------ Data to process

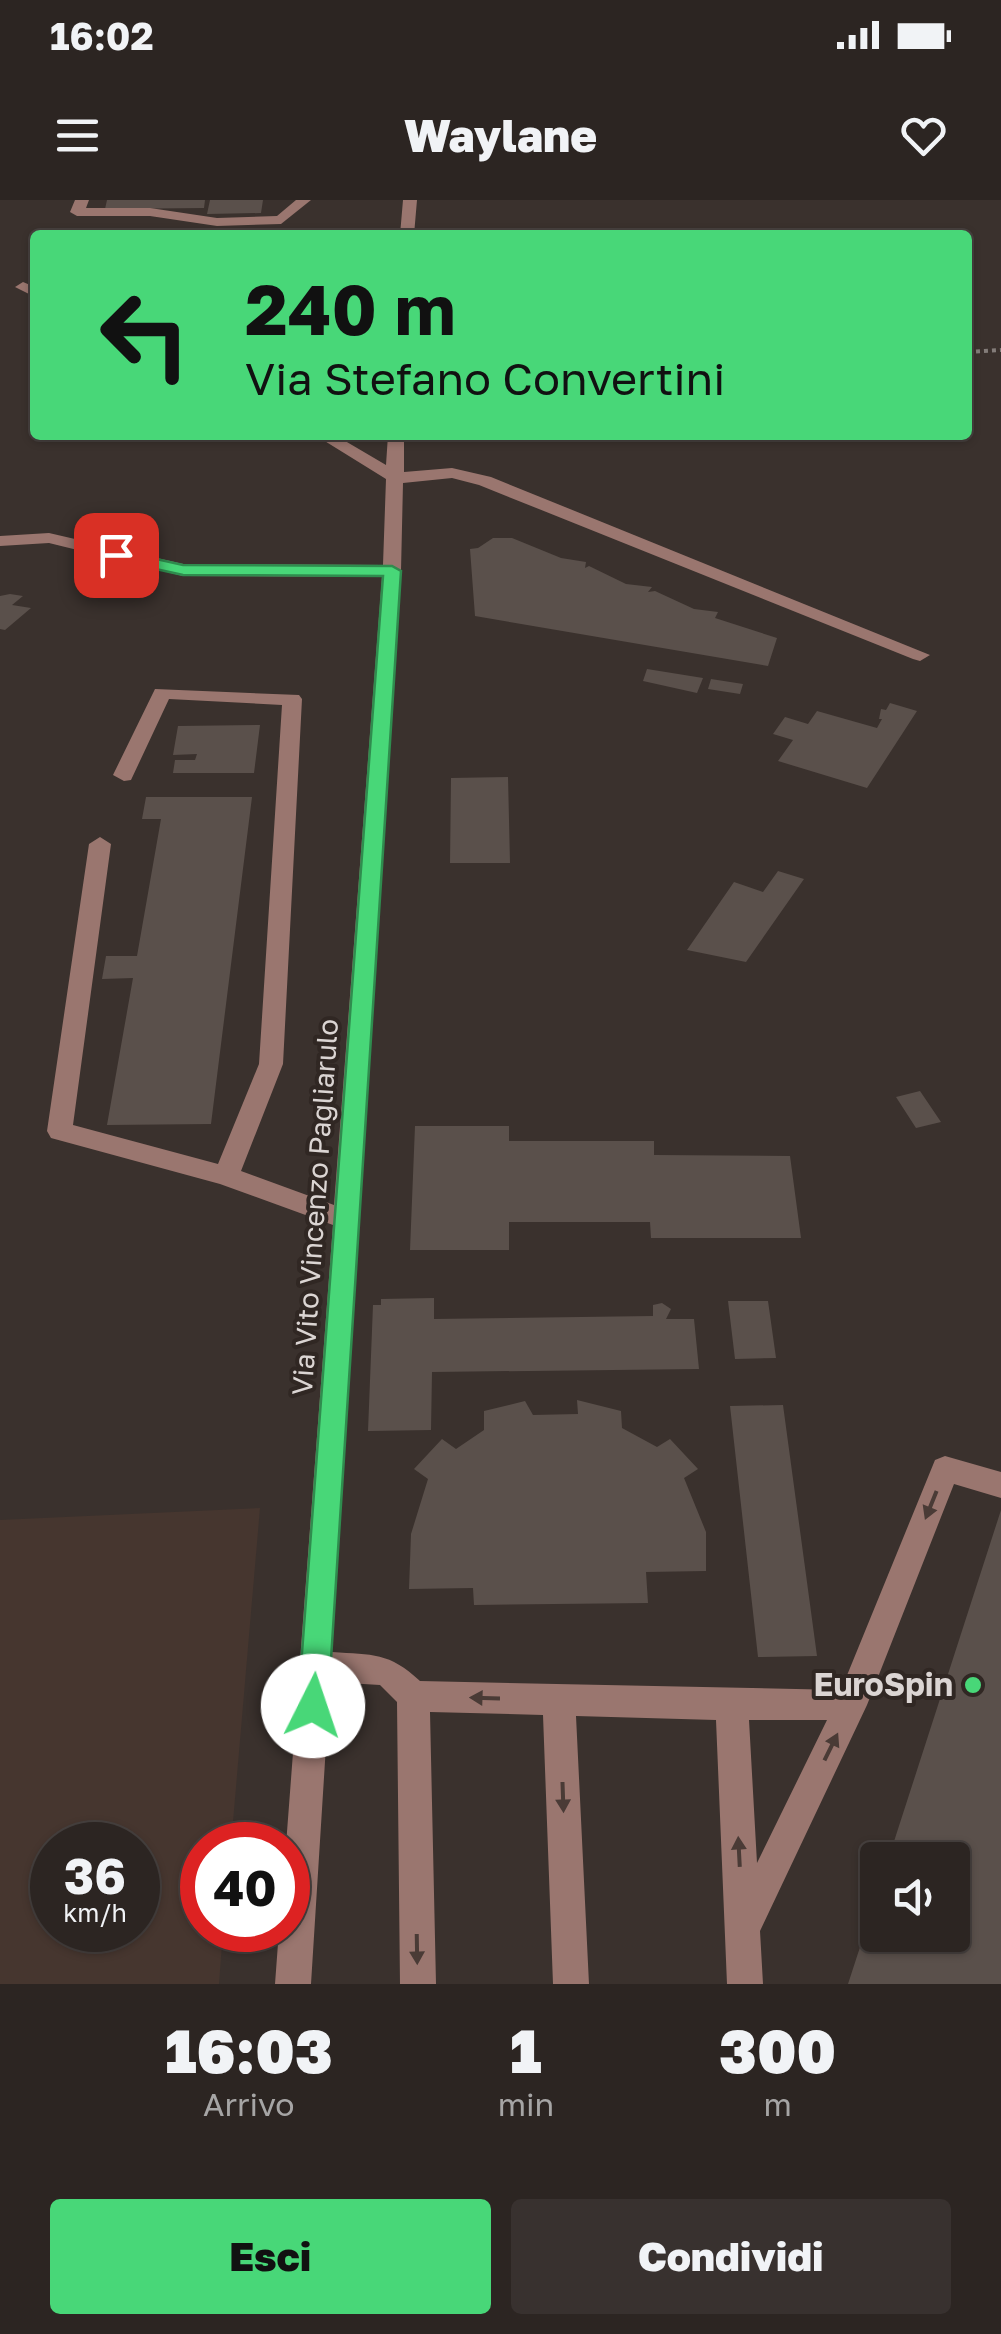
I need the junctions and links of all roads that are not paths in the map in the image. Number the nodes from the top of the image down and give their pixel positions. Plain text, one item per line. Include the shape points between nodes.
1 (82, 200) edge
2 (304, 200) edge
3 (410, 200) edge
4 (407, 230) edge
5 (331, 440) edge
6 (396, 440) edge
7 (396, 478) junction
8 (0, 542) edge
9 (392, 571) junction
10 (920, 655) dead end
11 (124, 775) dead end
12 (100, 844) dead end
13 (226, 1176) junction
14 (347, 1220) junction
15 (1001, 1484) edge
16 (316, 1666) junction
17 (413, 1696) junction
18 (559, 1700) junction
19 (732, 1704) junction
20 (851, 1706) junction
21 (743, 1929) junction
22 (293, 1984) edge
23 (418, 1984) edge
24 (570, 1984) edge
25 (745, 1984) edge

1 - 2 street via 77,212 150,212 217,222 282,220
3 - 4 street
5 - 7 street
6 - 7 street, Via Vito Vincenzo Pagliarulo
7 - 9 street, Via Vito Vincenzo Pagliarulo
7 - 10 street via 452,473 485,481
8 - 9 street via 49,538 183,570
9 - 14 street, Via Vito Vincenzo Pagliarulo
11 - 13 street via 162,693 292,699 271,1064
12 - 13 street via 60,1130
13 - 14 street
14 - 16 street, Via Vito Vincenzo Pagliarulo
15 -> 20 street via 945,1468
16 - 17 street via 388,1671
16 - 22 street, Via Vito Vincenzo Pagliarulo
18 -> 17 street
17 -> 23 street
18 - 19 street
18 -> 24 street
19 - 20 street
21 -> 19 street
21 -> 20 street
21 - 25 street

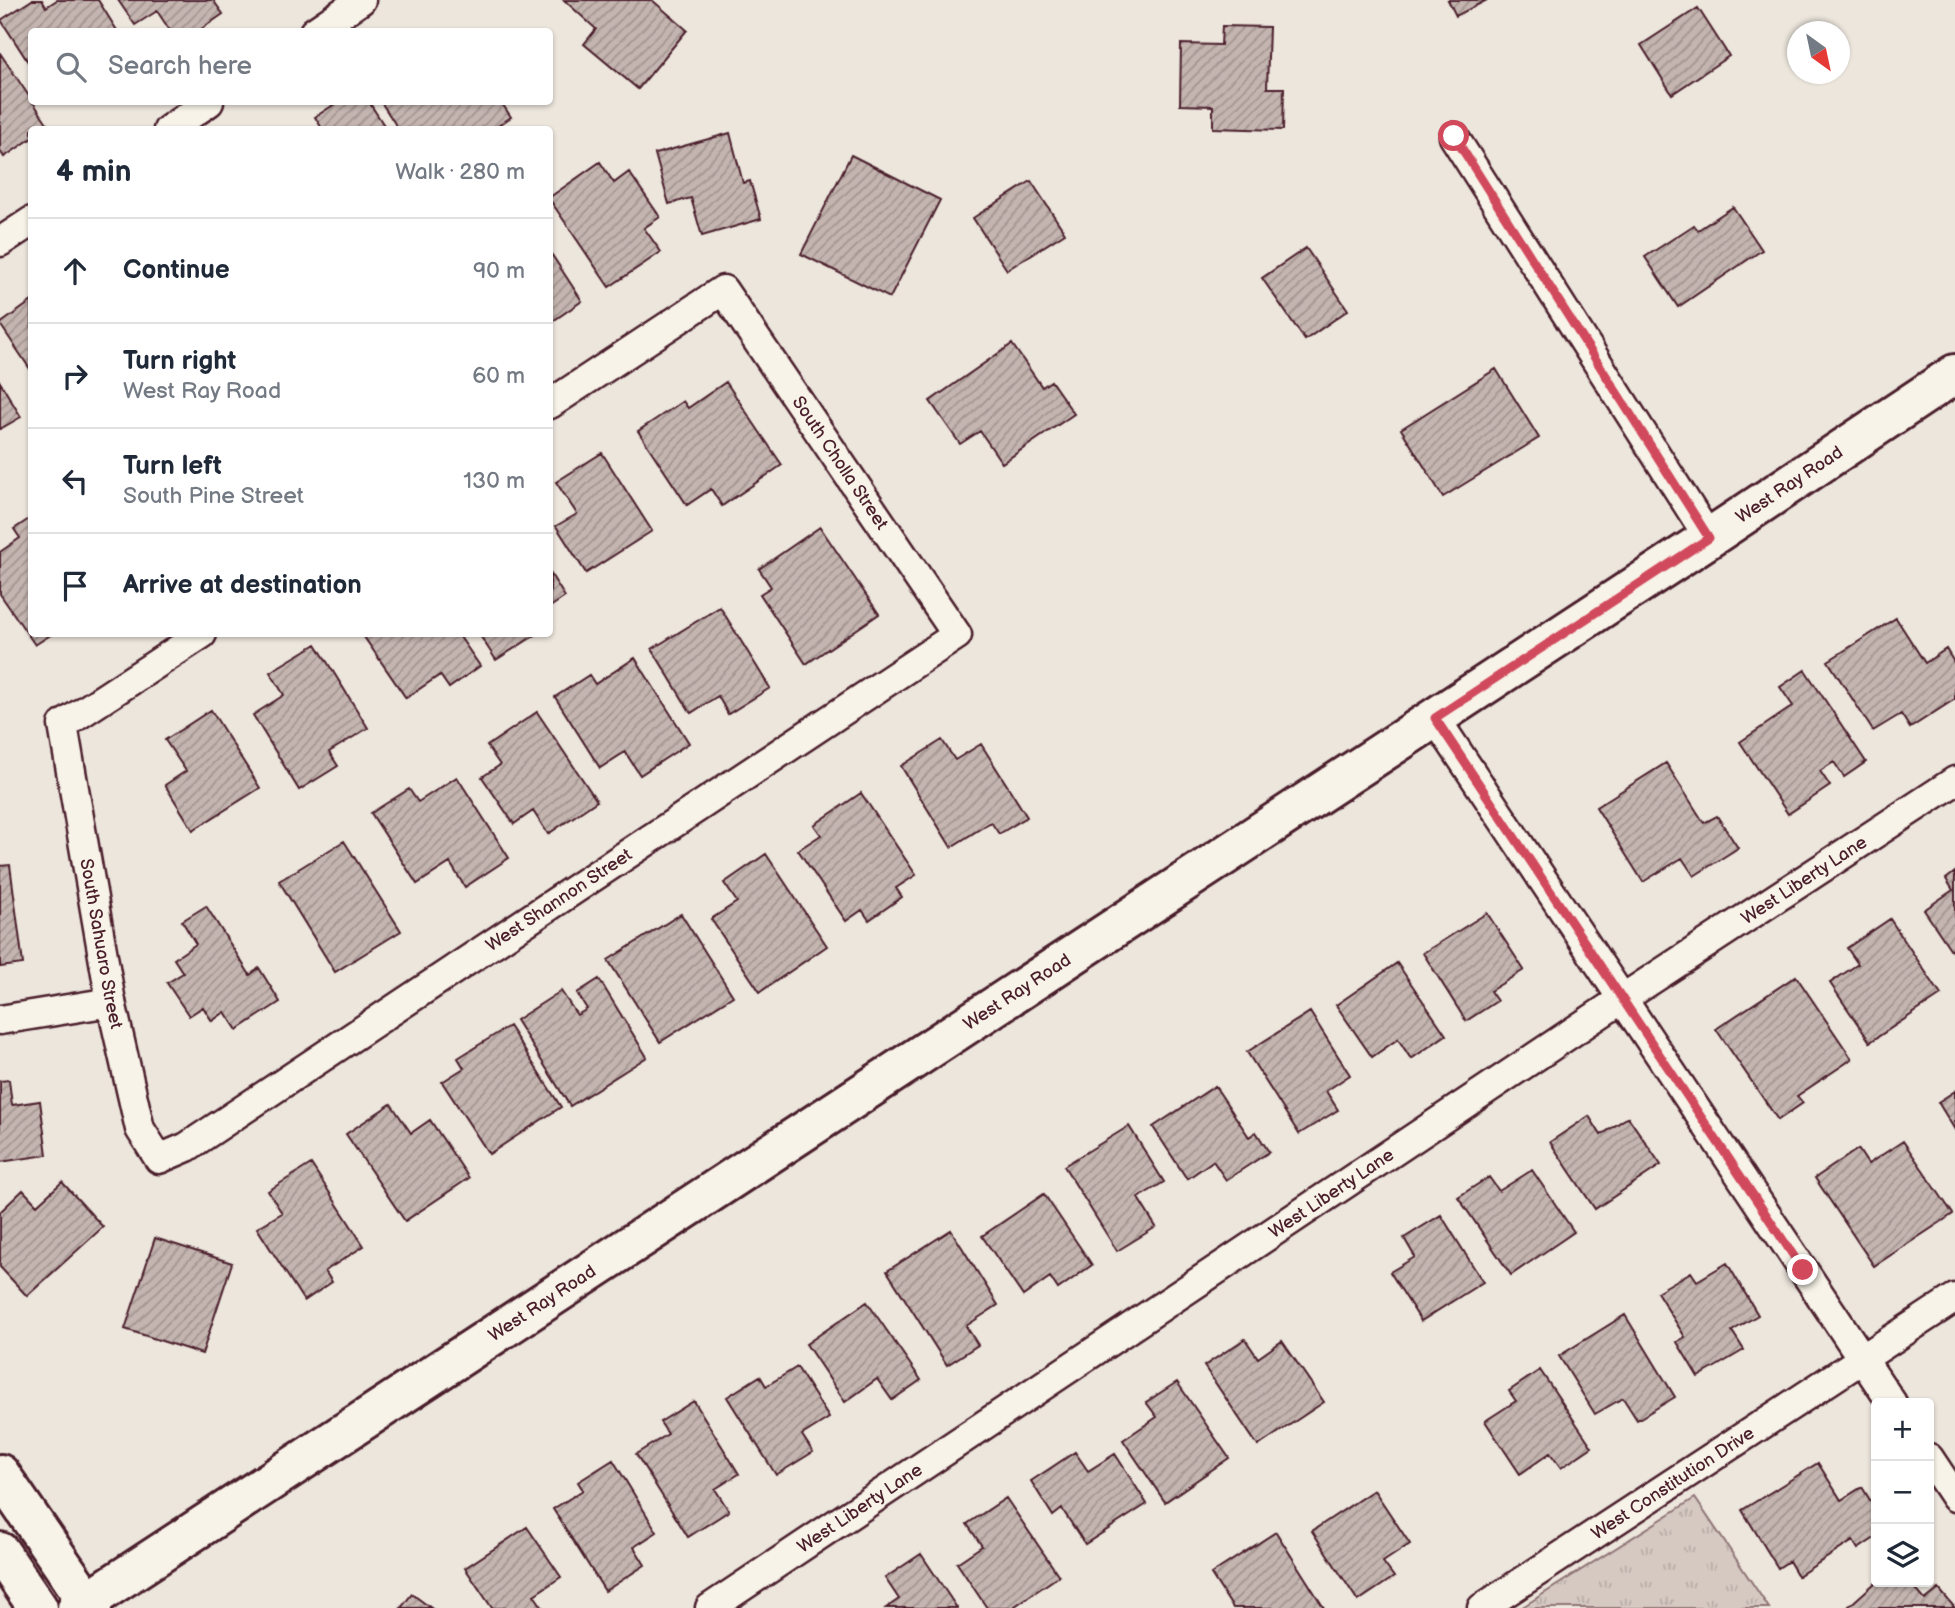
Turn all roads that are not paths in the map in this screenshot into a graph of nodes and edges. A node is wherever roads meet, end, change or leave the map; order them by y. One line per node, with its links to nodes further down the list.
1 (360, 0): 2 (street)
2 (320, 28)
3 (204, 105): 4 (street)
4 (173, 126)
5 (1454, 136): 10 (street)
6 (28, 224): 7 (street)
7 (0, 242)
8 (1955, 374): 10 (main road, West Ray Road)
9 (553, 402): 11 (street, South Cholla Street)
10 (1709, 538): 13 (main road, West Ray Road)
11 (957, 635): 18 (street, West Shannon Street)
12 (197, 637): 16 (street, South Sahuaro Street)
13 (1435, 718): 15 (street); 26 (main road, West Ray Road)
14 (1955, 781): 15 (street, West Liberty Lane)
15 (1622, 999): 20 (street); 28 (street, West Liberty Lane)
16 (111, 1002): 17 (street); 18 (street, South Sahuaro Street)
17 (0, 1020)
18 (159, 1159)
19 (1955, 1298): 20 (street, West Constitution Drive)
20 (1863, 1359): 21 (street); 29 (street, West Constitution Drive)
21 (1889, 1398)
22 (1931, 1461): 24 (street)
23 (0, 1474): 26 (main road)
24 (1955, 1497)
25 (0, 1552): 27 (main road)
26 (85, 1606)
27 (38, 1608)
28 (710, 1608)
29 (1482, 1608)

------------

What to work on
Leaving every picture out, output the data exactly as it stands.

Task response
I need the junctions and links of all roads that are not paths in the map in the image. Number the nodes from the top of the image down and give their pixel positions. Plain text, one item per line. Include the shape points between nodes.
1 (82, 200) edge
2 (304, 200) edge
3 (410, 200) edge
4 (407, 230) edge
5 (331, 440) edge
6 (396, 440) edge
7 (396, 478) junction
8 (0, 542) edge
9 (392, 571) junction
10 (920, 655) dead end
11 (124, 775) dead end
12 (100, 844) dead end
13 (226, 1176) junction
14 (347, 1220) junction
15 (1001, 1484) edge
16 (316, 1666) junction
17 (413, 1696) junction
18 (559, 1700) junction
19 (732, 1704) junction
20 (851, 1706) junction
21 (743, 1929) junction
22 (293, 1984) edge
23 (418, 1984) edge
24 (570, 1984) edge
25 (745, 1984) edge

1 - 2 street via 77,212 150,212 217,222 282,220
3 - 4 street
5 - 7 street
6 - 7 street, Via Vito Vincenzo Pagliarulo
7 - 9 street, Via Vito Vincenzo Pagliarulo
7 - 10 street via 452,473 485,481
8 - 9 street via 49,538 183,570
9 - 14 street, Via Vito Vincenzo Pagliarulo
11 - 13 street via 162,693 292,699 271,1064
12 - 13 street via 60,1130
13 - 14 street
14 - 16 street, Via Vito Vincenzo Pagliarulo
15 -> 20 street via 945,1468
16 - 17 street via 388,1671
16 - 22 street, Via Vito Vincenzo Pagliarulo
18 -> 17 street
17 -> 23 street
18 - 19 street
18 -> 24 street
19 - 20 street
21 -> 19 street
21 -> 20 street
21 - 25 street

Turn all roads that are not paths in the map in this screenshot into a graph of nodes and edges. A node is wherever roads meet, end, change or leave the map; order them by y. One line per node, with its links to nodes further down the list.
1 (360, 0): 2 (street)
2 (320, 28)
3 (204, 105): 4 (street)
4 (173, 126)
5 (1454, 136): 10 (street)
6 (28, 224): 7 (street)
7 (0, 242)
8 (1955, 374): 10 (main road, West Ray Road)
9 (553, 402): 11 (street, South Cholla Street)
10 (1709, 538): 13 (main road, West Ray Road)
11 (957, 635): 18 (street, West Shannon Street)
12 (197, 637): 16 (street, South Sahuaro Street)
13 (1435, 718): 15 (street); 26 (main road, West Ray Road)
14 (1955, 781): 15 (street, West Liberty Lane)
15 (1622, 999): 20 (street); 28 (street, West Liberty Lane)
16 (111, 1002): 17 (street); 18 (street, South Sahuaro Street)
17 (0, 1020)
18 (159, 1159)
19 (1955, 1298): 20 (street, West Constitution Drive)
20 (1863, 1359): 21 (street); 29 (street, West Constitution Drive)
21 (1889, 1398)
22 (1931, 1461): 24 (street)
23 (0, 1474): 26 (main road)
24 (1955, 1497)
25 (0, 1552): 27 (main road)
26 (85, 1606)
27 (38, 1608)
28 (710, 1608)
29 (1482, 1608)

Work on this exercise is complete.